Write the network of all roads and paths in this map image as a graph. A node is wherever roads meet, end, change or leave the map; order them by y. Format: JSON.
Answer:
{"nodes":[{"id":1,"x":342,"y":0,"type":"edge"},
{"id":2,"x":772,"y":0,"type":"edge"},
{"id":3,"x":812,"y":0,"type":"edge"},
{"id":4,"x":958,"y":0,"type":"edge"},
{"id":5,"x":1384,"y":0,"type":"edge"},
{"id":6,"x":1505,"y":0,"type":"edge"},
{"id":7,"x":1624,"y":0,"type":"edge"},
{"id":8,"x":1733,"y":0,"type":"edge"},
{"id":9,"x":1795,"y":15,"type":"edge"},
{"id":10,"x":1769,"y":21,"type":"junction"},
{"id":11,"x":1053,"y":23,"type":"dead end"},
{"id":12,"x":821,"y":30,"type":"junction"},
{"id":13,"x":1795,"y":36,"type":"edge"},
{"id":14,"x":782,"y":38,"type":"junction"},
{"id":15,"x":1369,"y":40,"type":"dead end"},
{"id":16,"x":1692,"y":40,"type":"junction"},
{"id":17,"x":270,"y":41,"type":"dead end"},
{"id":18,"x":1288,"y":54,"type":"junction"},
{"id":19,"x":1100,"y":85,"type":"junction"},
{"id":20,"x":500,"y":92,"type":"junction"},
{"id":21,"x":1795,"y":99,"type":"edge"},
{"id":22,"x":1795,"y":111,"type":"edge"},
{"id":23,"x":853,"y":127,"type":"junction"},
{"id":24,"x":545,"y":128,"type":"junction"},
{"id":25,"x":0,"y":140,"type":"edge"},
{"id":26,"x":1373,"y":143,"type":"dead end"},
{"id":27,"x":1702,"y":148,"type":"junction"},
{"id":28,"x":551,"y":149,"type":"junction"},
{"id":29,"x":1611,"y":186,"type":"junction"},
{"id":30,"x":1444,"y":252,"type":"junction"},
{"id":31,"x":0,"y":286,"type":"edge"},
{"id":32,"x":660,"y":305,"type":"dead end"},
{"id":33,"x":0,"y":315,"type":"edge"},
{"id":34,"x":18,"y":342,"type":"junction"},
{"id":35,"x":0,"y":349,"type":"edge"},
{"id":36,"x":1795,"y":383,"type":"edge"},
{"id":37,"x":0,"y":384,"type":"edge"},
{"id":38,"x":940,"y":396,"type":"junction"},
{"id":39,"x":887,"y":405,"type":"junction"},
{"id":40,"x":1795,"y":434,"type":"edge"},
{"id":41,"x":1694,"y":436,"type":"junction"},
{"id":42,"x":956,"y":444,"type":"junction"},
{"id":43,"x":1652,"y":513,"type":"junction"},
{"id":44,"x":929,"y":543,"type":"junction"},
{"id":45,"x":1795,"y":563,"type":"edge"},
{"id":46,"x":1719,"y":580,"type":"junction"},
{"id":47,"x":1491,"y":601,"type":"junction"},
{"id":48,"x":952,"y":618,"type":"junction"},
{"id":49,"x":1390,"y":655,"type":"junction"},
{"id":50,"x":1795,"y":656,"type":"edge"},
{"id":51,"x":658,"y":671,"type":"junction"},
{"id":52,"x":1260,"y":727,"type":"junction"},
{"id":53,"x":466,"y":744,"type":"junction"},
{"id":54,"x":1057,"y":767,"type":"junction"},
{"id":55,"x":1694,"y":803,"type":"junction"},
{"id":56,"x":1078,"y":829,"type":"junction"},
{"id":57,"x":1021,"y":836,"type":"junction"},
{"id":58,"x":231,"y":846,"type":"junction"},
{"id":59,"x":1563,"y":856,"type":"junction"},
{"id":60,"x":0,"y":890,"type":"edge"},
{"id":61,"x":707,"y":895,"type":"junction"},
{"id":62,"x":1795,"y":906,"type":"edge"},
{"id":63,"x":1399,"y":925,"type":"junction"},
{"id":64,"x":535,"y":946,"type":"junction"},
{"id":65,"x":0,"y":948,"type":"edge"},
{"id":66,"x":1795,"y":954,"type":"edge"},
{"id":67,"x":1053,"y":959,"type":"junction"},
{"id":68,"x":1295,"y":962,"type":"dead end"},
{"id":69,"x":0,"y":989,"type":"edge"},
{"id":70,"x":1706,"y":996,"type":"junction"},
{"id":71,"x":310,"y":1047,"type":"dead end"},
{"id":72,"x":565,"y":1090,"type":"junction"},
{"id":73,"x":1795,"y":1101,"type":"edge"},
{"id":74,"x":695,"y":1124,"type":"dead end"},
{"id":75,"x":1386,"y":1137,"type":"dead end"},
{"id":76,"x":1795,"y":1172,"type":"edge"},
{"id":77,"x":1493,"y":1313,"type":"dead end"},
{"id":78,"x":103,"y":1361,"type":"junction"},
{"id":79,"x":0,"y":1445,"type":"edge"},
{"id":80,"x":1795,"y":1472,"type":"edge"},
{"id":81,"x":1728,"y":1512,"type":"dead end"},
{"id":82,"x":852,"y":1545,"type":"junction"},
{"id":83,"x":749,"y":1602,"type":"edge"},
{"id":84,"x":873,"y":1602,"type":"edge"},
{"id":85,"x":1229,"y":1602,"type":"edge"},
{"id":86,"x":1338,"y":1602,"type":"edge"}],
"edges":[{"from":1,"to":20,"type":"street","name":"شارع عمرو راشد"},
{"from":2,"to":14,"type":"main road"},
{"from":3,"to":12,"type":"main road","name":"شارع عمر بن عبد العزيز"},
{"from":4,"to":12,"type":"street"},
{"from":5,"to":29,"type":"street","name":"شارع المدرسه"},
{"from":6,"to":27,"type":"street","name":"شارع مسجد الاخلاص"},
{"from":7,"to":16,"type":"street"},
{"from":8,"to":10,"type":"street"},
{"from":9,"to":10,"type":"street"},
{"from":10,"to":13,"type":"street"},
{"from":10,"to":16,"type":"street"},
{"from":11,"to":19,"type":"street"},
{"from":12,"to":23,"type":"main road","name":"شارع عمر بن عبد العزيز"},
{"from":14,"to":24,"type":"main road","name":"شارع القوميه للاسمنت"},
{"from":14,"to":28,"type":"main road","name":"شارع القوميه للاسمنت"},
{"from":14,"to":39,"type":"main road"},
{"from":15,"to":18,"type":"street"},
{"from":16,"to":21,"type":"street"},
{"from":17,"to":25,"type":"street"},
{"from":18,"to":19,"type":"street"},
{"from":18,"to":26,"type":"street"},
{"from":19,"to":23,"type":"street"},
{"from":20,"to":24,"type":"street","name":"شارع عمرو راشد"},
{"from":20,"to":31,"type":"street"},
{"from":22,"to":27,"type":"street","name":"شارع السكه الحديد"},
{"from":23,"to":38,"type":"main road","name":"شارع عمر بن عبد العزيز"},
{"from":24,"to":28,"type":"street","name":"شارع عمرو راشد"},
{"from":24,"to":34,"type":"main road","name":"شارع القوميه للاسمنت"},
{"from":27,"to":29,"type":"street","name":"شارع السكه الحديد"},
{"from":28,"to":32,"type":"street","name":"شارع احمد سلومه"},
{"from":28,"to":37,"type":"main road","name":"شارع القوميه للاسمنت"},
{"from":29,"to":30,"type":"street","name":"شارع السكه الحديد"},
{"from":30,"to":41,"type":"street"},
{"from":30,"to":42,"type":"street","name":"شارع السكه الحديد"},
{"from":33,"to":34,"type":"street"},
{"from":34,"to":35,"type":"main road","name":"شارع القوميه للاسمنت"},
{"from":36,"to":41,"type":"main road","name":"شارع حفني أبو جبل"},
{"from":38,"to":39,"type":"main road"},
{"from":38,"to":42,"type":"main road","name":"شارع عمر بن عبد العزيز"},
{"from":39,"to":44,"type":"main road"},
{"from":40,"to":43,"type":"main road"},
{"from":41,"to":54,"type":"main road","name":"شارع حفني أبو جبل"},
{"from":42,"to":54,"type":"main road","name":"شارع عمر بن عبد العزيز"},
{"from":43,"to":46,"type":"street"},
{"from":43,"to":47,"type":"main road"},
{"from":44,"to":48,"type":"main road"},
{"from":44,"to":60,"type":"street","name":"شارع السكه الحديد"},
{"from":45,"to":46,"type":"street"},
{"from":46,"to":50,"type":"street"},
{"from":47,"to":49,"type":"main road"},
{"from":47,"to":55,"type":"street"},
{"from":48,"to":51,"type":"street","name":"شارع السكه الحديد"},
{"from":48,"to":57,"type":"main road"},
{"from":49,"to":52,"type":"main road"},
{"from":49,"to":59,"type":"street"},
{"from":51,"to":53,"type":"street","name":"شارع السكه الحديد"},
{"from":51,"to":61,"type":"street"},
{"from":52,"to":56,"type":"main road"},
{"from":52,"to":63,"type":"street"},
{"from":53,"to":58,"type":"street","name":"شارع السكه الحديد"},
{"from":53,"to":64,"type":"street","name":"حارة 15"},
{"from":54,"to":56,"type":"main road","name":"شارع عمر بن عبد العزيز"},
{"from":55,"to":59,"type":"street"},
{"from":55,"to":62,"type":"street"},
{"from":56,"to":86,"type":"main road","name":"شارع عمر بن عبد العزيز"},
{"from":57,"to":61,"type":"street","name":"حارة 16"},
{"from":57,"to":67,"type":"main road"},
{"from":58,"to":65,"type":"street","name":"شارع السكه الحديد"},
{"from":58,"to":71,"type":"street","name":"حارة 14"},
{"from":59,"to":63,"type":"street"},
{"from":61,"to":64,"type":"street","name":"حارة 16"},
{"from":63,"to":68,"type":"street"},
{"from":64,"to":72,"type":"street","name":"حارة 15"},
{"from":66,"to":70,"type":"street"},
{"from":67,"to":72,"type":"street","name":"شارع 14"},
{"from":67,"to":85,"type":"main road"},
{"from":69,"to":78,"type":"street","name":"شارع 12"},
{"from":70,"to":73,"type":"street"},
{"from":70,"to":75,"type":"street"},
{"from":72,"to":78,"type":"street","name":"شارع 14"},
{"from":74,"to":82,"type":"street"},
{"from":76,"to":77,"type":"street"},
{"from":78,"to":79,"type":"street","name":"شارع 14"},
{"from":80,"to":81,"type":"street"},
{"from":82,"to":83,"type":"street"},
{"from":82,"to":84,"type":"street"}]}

Exercise details. Copy out each line of the material that holds the word "حفني".

Exercise result.
{"from":36,"to":41,"type":"main road","name":"شارع حفني أبو جبل"},
{"from":41,"to":54,"type":"main road","name":"شارع حفني أبو جبل"},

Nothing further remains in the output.